Estudo feito pela Universidade de Washington comprovou que a imunização das lactantes também confere proteção aos recém-nascidos.

Mulheres que estão amamentando e que receberam a vacina contra o coronavírus podem passar anticorpos para seus bebês pelo leite materno, segundo uma pesquisa da Universidade de Washington. O estudo indica que a proteção pode ser repassada por pelo menos 80 dias após a mãe ter sido imunizada.

O aumento significativo nos anticorpos contra a Covid-19 começa duas semanas após a injeção, de acordo com a principal autora da pesquisa, Jeannie Kelly, assistente de obstetrícia e ginecologia. Segundo ela, essa resposta foi mantida durante os quase três meses de duração do estudo. “Os níveis de anticorpos ainda estavam altos no final do nosso estudo, então a proteção provavelmente se estende ainda mais“, acrescenta a especialista.

O estudo envolveu cinco mães que forneceram amostras de leite materno congeladas após receberem a vacina de duas doses da Pfizer/BioNTech. A pesquisa fornece algumas das primeiras evidências revisadas por pares de que a amamentação promove uma resposta imunológica de longa duração para bebês de mulheres vacinadas.

“Sabemos que esses tipos de anticorpos revestem a boca e a garganta dos bebês e protegem contra doenças quando o bebê está bebendo leite materno. Portanto, ser vacinada durante a amamentação não apenas protege a mãe, mas também pode proteger o bebê por meses”, detalhou Jeannie Kelly.

O trabalho, publicado na revista científica American Journal of Obstetrics and Gynecology, rastreou os níveis de anticorpos contra a Covid-19 no leite das mães antes da injeção e, semanalmente, por 80 dias após a primeira dose. Os bebês tinham idades que variavam de um mês a 24 meses.

Para avaliar a resposta imunológica no leite materno, os pesquisadores monitoraram os níveis das imunoglobulinas IgA e IgG, que são anticorpos produzidos pelo sistema imunológico para combater infecções em bebês.

Os resultados mostraram que o leite materno contém níveis elevados de anticorpos IgA e IgG imediatamente após a primeira dose de vacinação, com ambos os anticorpos atingindo níveis significativos dentro de 14 a 20 dias.

Embora o estudo seja limitado pelo pequeno número de participantes, Misty Good, autora sênior do trabalho, afirma que as descobertas fornecem notícias encorajadoras sobre o potencial benefício imunológico do leite de mulheres vacinadas. “Nosso artigo é o primeiro que mostrou que os anticorpos para Covid-19 persistem no leite materno por meses após a vacinação da mãe”, reforçou a pesquisadora.

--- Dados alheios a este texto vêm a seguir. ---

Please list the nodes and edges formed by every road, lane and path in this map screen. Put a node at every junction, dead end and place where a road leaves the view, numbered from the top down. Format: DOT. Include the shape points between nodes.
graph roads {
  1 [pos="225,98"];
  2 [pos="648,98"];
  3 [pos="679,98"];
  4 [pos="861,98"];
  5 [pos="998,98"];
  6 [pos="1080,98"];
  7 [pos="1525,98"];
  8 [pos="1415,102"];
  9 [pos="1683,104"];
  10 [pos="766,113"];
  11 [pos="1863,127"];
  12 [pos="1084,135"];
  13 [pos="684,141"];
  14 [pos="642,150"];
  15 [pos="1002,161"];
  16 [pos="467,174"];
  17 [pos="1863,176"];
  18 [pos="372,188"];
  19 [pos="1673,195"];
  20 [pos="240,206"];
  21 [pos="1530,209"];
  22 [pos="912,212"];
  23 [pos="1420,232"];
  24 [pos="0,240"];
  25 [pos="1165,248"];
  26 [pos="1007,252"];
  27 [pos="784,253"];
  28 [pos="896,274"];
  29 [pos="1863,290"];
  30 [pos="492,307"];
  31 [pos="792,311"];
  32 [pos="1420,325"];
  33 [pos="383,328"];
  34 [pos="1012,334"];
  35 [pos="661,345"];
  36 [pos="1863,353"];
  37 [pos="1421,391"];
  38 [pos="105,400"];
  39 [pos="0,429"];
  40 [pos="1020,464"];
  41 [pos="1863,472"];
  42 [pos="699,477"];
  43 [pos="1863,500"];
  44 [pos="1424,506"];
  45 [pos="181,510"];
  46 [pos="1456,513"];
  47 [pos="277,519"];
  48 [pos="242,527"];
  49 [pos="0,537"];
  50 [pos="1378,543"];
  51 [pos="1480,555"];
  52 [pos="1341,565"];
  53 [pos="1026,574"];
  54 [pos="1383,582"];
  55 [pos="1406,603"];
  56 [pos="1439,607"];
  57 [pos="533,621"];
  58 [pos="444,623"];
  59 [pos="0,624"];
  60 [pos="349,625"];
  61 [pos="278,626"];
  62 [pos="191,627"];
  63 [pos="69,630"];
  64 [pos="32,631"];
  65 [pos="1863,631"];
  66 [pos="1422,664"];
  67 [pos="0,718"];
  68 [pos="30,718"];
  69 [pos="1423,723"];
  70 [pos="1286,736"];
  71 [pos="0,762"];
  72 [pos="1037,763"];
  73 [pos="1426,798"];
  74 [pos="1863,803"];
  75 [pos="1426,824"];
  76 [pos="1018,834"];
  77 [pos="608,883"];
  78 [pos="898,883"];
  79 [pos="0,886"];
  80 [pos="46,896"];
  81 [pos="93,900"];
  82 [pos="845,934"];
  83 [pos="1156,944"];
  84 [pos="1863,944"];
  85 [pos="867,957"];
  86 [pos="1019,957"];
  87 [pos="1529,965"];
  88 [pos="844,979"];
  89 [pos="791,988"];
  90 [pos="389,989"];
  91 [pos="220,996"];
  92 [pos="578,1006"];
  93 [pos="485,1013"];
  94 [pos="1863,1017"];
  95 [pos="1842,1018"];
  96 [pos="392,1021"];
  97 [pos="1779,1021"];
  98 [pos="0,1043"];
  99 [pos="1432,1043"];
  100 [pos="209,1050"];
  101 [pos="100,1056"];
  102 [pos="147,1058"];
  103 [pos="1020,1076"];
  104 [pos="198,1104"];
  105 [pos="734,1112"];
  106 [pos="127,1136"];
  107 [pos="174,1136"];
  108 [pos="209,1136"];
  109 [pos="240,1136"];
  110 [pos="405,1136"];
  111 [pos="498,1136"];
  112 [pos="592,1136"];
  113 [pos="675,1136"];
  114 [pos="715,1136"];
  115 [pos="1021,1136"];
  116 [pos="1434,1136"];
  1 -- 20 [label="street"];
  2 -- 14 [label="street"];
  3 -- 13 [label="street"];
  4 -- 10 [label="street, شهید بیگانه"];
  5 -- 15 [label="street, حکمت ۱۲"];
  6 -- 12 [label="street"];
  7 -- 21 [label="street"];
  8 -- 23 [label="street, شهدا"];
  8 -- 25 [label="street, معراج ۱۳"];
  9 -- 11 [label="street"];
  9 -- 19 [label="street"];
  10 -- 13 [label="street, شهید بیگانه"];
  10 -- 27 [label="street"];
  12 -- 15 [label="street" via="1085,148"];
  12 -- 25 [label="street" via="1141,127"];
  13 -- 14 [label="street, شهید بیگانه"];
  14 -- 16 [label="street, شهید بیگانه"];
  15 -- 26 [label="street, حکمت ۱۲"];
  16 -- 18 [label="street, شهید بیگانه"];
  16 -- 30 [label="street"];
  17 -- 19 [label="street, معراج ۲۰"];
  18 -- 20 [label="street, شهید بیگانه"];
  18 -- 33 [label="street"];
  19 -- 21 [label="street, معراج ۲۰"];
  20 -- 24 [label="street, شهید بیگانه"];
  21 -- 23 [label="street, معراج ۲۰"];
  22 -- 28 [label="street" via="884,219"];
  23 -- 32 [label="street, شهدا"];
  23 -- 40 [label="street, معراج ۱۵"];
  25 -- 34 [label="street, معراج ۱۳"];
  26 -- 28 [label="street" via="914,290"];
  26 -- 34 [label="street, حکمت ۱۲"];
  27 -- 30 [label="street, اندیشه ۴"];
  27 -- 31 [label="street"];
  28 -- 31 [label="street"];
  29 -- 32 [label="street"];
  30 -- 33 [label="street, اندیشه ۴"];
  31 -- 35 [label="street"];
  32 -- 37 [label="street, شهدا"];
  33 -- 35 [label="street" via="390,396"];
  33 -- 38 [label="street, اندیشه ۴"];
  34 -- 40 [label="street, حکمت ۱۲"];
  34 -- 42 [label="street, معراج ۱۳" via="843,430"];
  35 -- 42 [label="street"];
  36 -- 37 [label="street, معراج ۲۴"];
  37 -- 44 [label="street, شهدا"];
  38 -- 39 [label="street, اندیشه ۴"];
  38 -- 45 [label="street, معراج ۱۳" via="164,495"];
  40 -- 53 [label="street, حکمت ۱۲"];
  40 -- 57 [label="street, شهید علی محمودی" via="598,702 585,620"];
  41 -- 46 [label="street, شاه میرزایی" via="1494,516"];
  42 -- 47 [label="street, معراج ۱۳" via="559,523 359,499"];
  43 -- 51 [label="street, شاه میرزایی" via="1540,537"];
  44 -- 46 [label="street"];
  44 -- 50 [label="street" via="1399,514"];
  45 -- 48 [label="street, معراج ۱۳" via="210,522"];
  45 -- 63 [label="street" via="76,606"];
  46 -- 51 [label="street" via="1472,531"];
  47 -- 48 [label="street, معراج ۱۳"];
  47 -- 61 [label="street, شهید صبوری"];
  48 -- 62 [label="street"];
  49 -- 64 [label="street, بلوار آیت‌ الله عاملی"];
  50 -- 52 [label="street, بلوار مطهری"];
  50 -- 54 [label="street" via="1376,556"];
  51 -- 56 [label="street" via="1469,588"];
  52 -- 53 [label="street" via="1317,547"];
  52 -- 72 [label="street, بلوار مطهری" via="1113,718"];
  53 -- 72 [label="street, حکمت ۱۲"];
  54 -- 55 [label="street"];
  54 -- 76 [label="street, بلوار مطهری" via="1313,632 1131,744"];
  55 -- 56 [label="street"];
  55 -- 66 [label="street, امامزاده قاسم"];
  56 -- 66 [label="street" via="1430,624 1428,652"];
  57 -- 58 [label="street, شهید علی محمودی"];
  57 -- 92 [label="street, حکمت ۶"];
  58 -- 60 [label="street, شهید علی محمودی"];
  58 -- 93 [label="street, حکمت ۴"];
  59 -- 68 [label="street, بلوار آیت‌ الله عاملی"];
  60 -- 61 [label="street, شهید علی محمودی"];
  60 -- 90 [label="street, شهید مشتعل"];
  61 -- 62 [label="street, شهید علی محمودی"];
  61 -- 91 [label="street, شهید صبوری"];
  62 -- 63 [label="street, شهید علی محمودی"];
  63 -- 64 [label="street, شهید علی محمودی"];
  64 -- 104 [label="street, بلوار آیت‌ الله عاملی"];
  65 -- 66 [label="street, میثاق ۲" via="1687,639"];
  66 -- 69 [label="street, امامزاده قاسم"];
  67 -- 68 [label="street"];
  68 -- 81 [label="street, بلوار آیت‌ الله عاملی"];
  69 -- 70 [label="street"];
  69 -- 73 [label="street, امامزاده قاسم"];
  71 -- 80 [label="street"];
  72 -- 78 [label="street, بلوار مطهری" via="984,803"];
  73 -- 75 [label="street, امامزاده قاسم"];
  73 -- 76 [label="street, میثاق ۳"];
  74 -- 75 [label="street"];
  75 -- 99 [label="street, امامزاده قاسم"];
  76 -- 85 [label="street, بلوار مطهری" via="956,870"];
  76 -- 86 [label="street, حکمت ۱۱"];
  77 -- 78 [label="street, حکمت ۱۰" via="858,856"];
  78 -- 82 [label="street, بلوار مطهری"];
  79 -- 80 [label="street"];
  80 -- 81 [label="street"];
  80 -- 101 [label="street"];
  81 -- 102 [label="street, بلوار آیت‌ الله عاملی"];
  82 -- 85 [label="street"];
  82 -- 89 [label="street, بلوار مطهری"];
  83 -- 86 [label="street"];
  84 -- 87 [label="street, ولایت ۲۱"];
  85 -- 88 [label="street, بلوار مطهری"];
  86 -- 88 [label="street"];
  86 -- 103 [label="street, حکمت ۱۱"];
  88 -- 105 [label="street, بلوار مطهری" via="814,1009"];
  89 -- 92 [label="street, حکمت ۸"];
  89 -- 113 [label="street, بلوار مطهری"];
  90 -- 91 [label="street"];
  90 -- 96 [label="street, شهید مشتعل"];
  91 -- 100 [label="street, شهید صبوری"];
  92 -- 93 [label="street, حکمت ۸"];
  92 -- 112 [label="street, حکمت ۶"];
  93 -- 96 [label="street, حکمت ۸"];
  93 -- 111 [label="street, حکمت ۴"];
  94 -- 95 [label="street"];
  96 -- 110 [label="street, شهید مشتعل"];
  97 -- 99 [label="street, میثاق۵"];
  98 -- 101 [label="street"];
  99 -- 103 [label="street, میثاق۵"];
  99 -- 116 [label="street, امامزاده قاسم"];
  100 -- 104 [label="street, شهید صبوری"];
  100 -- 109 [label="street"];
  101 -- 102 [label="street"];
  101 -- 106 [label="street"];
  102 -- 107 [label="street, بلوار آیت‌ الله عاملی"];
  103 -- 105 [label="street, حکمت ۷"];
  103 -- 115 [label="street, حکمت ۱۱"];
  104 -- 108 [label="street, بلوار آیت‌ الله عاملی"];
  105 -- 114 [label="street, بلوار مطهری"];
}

Embora mais estudos sobre a relação entre a vacinação materna e a amamentação sejam necessários para caracterizar a duração da produção de anticorpos no leite materno e o efeito nas taxas de infecção infantil, pesquisas recentes continuam a confirmar que a vacina oferece benefícios reais para proteger a mãe e a criança, segundo Jeannie Kelly.

“Sabemos que a infecção por Sars-CoV-2 é mais grave durante a gravidez e o principal benefício da vacinação é fornecer proteção para as mães antes que elas fiquem realmente doentes, o que também pode ser perigoso para o feto”, alertou Kelly.